5 Things Ruining A/B Testing

A/B testing is fun. It’s exciting to launch an experiment. We are A/B testing different recipes – cooking to see what tastes right. The anticipation of the results is apple pie from the oven.  

But something has happened over the years. A/B testing has matured – into an old fart. We were given a new technology to explore. But any time we want to try a pinch of salt or an extra apple, someone is slapping our creative hand to bake. 

And our creativity comes from the output of A/B tests launched. For example, the more we launch the more we can refine our approach. Each iteration brings our recipes closer to an experience our end users will love. 
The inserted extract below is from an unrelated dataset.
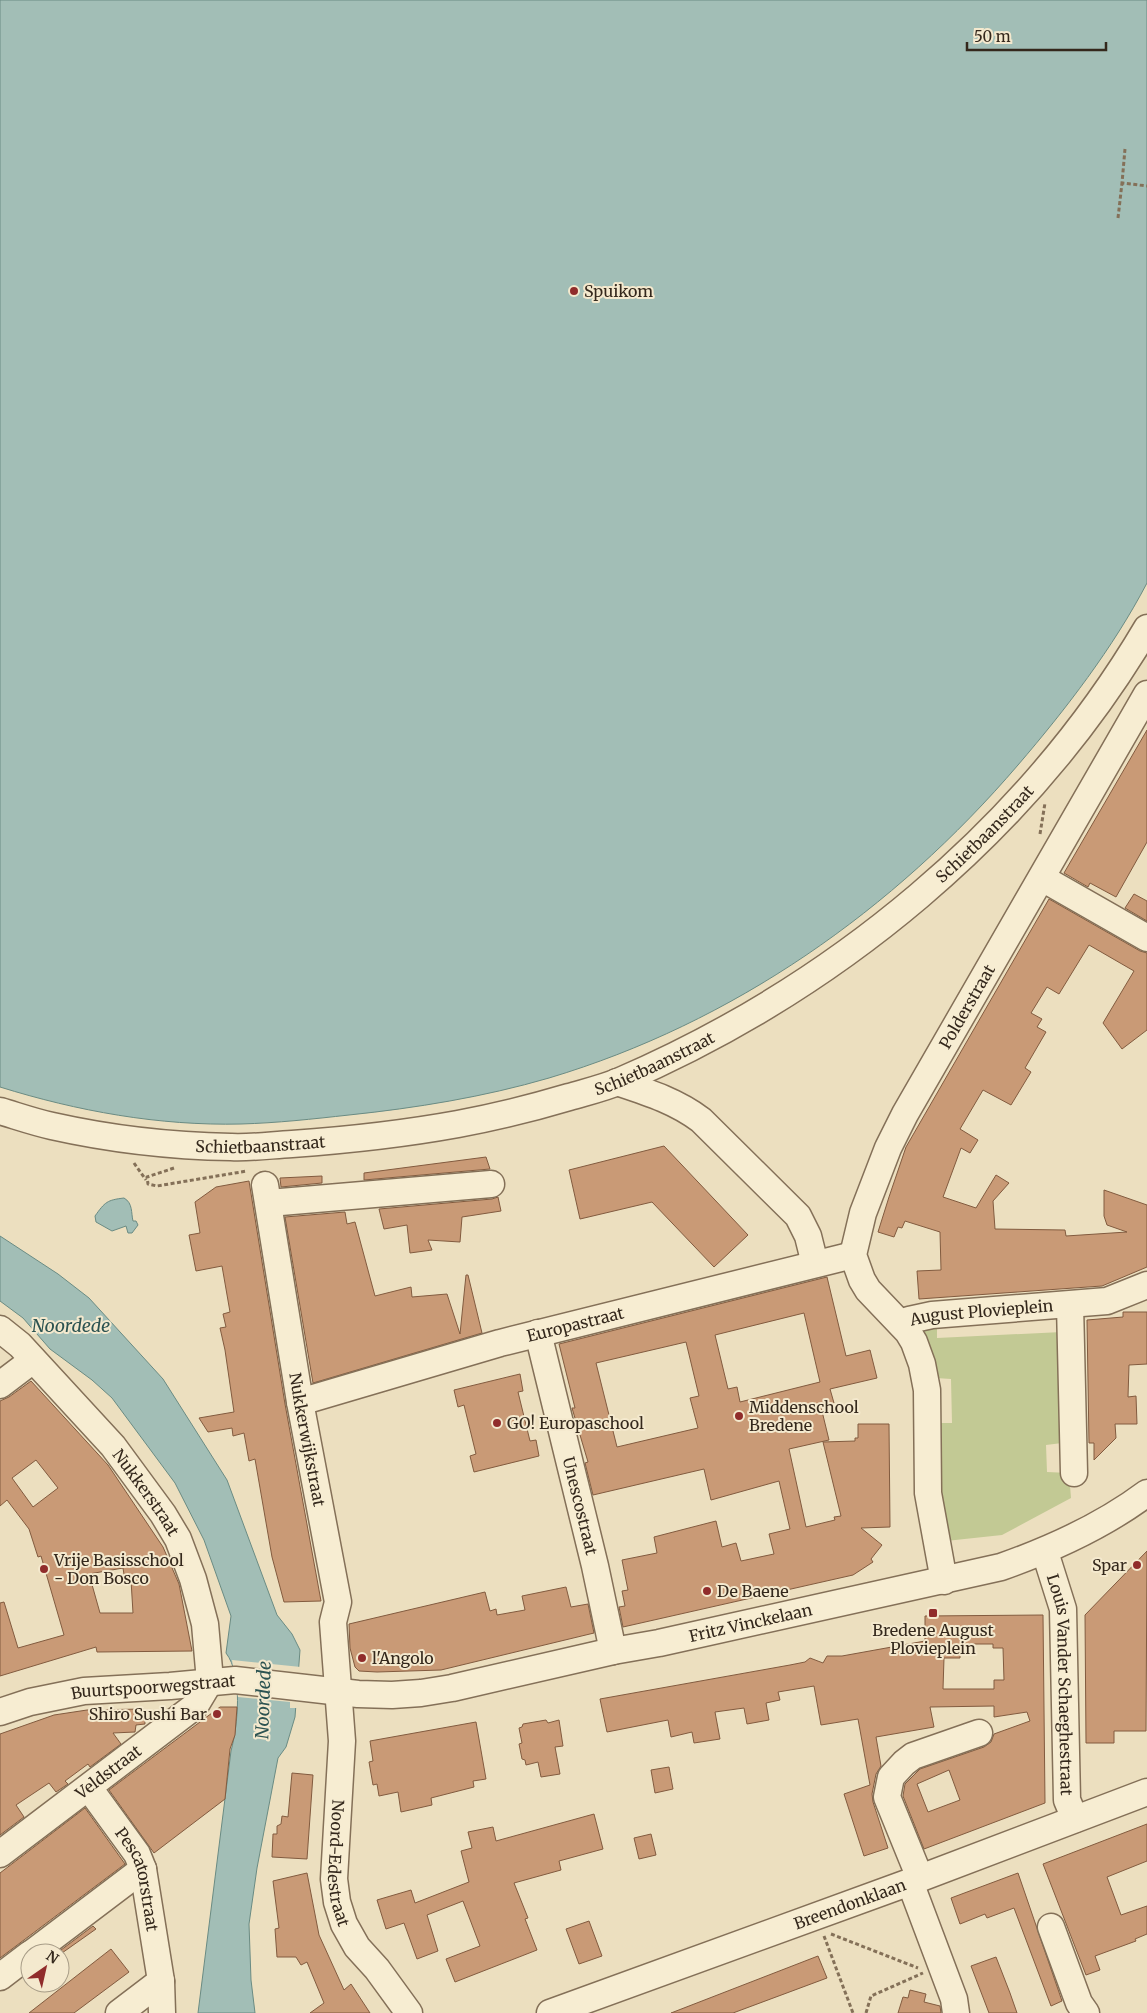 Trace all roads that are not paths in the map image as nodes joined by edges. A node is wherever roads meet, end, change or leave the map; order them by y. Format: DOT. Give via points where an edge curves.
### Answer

Below are five archaic ideas. Avoid them. They will make you slow to launch your A/B tests. 

1: OVER OPERATIONALIZE THE A/B TESTING PROCESS

Creating a hypothesis is a five minute process. A single A/B test doesn’t require 585 pages of Martha Stewart. For example, a few sentences and you are done. Anything more, you are overthinking it and wasting time.

2: CROWDSOURCING A/B TESTING IDEAS

Crowdsourcing your A/B testing ideas is welcoming constant distractions. That isn’t work. For example, two people make food. The chef, who provides direction. The line cook to execute. This is how A/B tests get deployed quickly. Crowdsourcing, spoils the broth.

3: PREDICTING RESULTS, THE CHARADE

Trying to guess or predict A/B testing results is a worthless exercise. Time wasted. It’s not useful to anyone. For example, even if you are right or wrong – who cares? No one is impressed by your luck to draw a number. Stop telling me how good it will taste and bake that pie. When you find something that wins double down on the results found. 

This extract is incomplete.